Rationale for a Neisseria gonorrhoeae Susceptible-only Interpretive Breakpoint for Azithromycin
- PMID: 30963175
- PMCID: PMC6785360
- DOI: 10.1093/cid/ciz292
Rationale for a Neisseria gonorrhoeae Susceptible-only Interpretive Breakpoint for Azithromycin
Abstract
Background: Azithromycin (AZI) is recommended with ceftriaxone (CRO) for treatment of uncomplicated gonococcal urethritis and cervicitis in the United States, and an AZI-susceptibility breakpoint is needed. Neither the Food and Drug Administration (FDA) nor the Clinical and Laboratory Standards Institute (CLSI) has set interpretive breakpoints for AZI susceptibility. As a result, AZI antimicrobial susceptibility testing (AST) cannot be interpreted using recognized standards. This has contributed to increasingly unavailable clinical laboratory AST, although gonorrhea is on the rise with >550 000 US gonorrhea cases reported to the Centers for Disease Control and Prevention in 2017, the highest number of cases since 1991.
Methods: This article summarizes the rationale data reviewed by the CLSI in June 2018.
Results: The CLSI decided to set a susceptible-only interpretive breakpoint at the minimum inhibitory concentration of ≤1 µg/mL. This is also the epidemiological cutoff value (ECV) (ie, the end of the wild-type susceptibility distribution). This breakpoint presumes that AZI (1-g single dose) is used in an approved regimen that includes an additional antimicrobial agent (ie, CRO 250 mg, intramuscular single dose).

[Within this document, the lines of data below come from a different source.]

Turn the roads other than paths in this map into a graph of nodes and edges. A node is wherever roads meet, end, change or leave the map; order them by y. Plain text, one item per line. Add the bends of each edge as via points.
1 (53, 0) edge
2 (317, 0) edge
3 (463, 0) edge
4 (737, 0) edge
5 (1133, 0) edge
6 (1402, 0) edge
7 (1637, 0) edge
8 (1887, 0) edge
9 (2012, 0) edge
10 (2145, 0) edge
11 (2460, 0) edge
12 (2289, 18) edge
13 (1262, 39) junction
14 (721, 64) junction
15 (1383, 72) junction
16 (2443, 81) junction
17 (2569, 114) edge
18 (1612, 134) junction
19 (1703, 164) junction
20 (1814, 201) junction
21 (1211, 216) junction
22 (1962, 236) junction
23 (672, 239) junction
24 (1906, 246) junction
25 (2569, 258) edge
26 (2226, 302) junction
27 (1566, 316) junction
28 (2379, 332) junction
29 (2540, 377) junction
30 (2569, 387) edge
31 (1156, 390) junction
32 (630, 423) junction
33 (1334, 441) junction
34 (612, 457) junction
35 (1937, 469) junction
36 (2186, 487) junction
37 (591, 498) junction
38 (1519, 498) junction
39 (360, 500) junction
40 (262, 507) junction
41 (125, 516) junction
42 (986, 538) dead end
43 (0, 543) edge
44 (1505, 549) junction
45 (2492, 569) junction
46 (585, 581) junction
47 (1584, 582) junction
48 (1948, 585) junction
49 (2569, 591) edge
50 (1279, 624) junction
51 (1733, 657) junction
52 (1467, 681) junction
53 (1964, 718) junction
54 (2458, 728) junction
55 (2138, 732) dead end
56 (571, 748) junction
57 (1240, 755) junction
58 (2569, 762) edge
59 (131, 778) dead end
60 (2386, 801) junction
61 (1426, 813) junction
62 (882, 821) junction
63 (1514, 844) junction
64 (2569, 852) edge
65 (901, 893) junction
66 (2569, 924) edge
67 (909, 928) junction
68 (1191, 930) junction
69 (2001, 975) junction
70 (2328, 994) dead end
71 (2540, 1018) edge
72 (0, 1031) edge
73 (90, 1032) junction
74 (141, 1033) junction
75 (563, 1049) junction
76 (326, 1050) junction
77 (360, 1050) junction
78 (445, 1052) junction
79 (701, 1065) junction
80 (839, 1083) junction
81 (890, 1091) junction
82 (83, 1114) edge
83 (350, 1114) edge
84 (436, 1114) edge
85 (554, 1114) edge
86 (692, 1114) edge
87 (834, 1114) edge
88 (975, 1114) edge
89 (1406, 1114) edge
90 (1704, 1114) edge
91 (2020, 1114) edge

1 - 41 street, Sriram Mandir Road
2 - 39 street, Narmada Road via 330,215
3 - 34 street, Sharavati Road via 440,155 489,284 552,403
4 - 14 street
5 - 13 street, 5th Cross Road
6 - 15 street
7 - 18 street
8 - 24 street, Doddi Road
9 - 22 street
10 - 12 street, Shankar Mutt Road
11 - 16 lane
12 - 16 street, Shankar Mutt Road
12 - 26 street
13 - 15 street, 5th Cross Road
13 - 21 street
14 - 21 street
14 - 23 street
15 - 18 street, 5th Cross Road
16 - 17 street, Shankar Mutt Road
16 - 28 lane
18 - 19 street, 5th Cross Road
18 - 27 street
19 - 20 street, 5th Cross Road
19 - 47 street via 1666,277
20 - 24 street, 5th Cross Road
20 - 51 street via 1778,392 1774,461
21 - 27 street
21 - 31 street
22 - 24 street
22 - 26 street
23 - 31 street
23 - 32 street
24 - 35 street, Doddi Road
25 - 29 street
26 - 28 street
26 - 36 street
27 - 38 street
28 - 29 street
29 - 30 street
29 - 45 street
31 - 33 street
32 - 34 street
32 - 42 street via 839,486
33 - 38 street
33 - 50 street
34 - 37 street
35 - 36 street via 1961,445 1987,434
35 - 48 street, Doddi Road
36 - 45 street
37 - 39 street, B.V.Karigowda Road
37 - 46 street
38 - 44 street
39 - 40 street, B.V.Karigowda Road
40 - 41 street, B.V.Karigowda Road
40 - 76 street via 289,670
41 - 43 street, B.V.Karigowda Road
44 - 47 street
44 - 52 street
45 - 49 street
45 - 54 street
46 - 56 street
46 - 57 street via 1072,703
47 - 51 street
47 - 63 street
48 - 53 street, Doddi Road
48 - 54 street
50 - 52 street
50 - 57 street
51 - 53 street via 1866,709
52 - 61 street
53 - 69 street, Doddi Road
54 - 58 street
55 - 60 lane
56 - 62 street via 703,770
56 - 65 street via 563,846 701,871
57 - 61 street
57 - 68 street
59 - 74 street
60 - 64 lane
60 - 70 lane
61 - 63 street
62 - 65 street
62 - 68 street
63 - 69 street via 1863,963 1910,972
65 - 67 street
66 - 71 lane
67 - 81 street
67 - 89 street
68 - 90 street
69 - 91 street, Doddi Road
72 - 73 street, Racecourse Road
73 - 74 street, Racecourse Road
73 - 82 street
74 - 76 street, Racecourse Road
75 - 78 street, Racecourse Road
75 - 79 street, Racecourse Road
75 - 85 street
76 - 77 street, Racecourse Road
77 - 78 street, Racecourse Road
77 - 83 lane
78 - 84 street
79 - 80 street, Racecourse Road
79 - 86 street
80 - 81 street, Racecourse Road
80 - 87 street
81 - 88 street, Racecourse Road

Conclusions: Having a breakpoint can improve patient care and surveillance and allow future development and FDA regulatory approval of modernized AST to guide treatment. The breakpoint coincides with a European Committee on AST decision to remove previously established, differing AZI breakpoints and use the ECV as guidance for testing. The CLSI breakpoint is now the recognized standard that defines AZI susceptibility for gonococcal infections.
Keywords: Neisseria gonorrhoeae; antimicrobial resistance; breakpoints; interpretive criteria.
Published by Oxford University Press for the Infectious Diseases Society of America 2019.